» Dataset

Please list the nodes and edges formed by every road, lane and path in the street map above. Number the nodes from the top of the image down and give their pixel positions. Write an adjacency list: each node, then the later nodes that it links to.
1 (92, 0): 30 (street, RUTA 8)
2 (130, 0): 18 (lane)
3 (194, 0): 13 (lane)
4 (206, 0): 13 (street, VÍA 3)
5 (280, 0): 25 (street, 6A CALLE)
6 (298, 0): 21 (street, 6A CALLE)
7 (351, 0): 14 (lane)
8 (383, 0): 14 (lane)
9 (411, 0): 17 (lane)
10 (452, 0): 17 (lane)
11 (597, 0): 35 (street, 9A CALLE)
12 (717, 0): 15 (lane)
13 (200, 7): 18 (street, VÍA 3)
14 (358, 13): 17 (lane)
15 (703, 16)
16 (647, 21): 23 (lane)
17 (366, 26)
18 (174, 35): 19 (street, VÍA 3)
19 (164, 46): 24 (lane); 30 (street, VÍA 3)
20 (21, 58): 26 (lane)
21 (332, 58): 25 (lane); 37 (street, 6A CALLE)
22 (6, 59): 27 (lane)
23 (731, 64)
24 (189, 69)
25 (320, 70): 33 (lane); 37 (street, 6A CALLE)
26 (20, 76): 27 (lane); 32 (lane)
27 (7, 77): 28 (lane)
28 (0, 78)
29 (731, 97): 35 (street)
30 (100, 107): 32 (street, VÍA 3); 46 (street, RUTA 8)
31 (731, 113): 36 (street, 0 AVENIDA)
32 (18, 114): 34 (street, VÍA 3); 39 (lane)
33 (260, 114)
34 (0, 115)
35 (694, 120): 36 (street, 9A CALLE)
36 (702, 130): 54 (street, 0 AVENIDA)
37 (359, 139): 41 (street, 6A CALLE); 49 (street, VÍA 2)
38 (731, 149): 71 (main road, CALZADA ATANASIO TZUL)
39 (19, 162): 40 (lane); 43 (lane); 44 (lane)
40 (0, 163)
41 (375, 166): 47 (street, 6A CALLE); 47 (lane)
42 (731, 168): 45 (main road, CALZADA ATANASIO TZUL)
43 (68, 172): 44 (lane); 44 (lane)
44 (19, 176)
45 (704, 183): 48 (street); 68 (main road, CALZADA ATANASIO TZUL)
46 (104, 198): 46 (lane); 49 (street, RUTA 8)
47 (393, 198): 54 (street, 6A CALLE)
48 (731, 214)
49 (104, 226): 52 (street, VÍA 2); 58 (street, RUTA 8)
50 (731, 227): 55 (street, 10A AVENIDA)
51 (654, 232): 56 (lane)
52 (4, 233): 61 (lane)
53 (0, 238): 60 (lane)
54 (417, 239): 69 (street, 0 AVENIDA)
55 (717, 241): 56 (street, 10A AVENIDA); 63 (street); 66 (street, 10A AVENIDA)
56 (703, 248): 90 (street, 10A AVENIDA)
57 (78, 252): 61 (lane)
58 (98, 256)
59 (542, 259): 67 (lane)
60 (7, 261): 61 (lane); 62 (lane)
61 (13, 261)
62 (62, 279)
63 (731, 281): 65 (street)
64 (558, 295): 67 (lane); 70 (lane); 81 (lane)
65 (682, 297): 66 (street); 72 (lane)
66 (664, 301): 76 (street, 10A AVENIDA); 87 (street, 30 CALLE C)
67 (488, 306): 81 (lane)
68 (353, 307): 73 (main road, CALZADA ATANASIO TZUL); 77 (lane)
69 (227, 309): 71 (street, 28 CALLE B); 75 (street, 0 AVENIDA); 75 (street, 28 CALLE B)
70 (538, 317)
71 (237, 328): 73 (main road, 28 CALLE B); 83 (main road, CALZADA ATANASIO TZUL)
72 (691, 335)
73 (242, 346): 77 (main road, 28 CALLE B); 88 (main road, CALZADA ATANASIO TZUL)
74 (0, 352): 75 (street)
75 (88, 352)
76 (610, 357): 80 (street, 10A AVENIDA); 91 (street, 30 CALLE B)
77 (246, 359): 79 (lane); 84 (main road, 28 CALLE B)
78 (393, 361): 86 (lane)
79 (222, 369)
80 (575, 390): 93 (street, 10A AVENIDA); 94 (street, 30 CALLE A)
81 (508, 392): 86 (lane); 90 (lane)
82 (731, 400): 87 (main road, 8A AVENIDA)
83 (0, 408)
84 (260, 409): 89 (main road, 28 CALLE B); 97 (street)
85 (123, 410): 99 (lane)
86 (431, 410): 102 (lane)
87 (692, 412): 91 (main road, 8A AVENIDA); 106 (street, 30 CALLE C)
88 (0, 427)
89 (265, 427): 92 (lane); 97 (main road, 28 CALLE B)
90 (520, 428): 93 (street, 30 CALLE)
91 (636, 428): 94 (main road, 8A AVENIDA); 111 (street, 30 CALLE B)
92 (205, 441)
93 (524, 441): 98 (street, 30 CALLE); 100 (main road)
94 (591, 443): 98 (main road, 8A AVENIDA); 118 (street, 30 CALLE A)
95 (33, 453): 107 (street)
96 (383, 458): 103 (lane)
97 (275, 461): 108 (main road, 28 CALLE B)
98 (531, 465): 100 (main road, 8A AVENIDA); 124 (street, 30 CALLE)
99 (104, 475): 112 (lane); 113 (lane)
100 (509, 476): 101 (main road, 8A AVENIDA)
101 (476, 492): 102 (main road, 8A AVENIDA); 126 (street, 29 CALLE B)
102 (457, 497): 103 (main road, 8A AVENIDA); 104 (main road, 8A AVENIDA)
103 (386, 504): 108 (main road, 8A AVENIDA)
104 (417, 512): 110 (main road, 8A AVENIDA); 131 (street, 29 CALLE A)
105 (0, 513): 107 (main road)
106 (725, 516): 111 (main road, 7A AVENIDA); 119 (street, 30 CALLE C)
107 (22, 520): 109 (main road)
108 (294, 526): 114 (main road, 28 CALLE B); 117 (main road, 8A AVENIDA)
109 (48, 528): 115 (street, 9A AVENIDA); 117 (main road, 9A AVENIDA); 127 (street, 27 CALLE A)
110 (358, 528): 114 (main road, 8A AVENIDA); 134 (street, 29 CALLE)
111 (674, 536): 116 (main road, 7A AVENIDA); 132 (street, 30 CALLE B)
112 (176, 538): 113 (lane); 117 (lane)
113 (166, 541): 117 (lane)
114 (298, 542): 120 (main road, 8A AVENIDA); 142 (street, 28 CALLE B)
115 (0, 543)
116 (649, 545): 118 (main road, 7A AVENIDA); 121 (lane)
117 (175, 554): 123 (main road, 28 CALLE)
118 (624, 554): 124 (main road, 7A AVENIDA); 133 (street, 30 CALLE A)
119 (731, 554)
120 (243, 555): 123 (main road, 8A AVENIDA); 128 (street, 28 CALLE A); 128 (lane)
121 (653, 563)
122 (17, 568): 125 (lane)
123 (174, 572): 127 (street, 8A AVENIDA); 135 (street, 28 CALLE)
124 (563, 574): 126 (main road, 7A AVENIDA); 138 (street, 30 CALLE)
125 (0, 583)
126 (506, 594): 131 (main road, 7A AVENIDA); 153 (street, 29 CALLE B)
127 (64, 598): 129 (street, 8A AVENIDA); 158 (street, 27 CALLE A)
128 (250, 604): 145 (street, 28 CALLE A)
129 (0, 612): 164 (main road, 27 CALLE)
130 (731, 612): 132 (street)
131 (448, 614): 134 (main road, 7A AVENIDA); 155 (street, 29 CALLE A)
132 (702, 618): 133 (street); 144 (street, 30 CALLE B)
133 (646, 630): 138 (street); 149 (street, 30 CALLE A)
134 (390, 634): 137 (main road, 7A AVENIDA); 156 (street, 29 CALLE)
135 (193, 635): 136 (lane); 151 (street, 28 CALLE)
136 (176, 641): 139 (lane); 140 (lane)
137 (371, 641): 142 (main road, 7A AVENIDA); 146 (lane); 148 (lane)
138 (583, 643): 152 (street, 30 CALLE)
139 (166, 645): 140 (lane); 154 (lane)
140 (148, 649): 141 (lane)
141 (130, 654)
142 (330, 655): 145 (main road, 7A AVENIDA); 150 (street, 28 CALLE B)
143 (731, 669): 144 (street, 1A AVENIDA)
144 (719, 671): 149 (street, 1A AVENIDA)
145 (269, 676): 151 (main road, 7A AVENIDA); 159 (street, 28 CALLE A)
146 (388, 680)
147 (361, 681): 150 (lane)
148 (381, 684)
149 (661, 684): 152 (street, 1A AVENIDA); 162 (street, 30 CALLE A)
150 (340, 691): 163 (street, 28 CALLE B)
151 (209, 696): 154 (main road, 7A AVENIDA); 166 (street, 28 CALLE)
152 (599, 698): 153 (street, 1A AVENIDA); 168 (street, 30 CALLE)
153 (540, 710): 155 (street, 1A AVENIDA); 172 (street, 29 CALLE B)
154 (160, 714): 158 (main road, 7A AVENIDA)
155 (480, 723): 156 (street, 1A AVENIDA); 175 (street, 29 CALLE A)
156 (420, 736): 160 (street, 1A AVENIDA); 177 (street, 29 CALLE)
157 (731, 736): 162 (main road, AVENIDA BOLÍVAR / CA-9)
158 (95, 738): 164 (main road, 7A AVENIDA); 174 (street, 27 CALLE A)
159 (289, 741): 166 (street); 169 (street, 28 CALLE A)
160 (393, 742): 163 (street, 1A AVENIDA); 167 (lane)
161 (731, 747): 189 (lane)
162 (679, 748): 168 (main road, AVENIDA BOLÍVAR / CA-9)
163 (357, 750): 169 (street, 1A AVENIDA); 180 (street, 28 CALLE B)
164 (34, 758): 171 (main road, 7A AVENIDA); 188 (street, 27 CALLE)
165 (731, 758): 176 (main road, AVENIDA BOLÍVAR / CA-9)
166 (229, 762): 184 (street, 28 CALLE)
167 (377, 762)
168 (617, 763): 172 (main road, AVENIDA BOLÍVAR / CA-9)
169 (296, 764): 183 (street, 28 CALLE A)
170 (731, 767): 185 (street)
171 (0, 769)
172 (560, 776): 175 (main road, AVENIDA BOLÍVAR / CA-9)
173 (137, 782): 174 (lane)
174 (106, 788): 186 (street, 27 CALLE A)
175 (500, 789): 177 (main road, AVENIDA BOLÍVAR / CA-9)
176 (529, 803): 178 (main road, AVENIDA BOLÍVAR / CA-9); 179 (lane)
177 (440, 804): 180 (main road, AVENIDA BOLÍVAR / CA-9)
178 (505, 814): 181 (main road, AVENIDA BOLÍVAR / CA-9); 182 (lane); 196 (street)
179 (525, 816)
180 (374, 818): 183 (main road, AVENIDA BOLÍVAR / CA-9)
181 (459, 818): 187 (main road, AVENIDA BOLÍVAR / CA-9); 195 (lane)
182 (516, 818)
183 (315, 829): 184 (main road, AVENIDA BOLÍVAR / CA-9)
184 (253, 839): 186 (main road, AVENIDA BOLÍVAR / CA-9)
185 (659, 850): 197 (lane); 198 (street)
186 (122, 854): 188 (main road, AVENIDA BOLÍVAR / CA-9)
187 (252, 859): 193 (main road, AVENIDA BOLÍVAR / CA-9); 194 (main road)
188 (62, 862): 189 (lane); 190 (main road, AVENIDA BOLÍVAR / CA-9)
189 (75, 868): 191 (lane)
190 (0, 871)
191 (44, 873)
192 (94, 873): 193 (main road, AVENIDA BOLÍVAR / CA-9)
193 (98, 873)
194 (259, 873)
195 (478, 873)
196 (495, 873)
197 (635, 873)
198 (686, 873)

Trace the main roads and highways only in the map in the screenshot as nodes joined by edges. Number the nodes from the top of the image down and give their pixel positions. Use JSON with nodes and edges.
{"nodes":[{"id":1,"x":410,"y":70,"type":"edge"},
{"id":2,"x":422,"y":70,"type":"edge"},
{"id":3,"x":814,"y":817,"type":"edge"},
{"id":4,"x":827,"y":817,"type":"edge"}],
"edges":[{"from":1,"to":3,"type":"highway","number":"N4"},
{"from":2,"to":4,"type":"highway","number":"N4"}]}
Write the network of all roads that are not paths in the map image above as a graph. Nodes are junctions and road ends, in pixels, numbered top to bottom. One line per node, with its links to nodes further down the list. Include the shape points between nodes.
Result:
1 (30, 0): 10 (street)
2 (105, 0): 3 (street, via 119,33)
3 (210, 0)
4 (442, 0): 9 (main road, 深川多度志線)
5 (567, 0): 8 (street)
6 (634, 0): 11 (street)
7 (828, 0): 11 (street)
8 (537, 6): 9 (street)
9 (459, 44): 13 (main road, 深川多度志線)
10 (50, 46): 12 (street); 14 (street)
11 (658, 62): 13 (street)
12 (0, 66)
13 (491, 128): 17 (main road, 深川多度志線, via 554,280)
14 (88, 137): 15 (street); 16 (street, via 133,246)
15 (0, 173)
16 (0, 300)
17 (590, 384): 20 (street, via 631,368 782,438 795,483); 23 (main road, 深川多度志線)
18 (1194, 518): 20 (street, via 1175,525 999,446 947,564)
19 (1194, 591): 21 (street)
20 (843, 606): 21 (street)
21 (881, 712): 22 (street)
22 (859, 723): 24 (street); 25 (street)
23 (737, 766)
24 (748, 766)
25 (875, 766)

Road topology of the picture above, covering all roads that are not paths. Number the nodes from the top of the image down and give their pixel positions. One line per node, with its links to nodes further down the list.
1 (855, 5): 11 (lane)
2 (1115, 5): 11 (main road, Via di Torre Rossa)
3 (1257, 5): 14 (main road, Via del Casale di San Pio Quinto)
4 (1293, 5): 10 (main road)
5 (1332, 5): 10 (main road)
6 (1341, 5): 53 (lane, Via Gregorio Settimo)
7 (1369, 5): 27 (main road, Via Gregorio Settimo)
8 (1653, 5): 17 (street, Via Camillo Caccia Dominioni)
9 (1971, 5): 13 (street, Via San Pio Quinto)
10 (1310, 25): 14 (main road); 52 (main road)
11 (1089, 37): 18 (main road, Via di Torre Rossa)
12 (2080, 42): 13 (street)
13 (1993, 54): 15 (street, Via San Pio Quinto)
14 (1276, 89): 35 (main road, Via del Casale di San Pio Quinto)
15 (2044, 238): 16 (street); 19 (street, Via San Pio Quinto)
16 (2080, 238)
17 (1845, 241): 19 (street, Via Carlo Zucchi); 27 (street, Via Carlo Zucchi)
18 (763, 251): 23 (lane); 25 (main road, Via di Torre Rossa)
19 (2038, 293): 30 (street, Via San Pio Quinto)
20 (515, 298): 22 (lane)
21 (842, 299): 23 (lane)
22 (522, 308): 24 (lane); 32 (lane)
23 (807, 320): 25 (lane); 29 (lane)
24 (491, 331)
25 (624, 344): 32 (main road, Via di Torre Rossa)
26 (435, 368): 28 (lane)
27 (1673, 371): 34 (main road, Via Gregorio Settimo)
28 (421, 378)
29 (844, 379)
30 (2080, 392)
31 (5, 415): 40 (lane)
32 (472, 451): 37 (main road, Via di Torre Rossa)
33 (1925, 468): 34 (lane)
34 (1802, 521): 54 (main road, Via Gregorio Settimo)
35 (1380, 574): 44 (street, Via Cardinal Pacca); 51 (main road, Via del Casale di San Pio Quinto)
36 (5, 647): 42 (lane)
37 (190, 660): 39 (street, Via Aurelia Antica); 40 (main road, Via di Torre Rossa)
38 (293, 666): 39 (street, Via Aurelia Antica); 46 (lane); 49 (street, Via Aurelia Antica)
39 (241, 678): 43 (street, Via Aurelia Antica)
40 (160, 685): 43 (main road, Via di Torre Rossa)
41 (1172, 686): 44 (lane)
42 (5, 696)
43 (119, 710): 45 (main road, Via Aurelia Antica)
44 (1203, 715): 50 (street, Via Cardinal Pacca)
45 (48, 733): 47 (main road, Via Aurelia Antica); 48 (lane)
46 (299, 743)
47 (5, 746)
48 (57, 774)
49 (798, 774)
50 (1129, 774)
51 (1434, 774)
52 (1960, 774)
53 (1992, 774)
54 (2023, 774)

» Exercise objective
Supply the count of lines in the entries that include "roads", and no other text.

» Exercise solution
3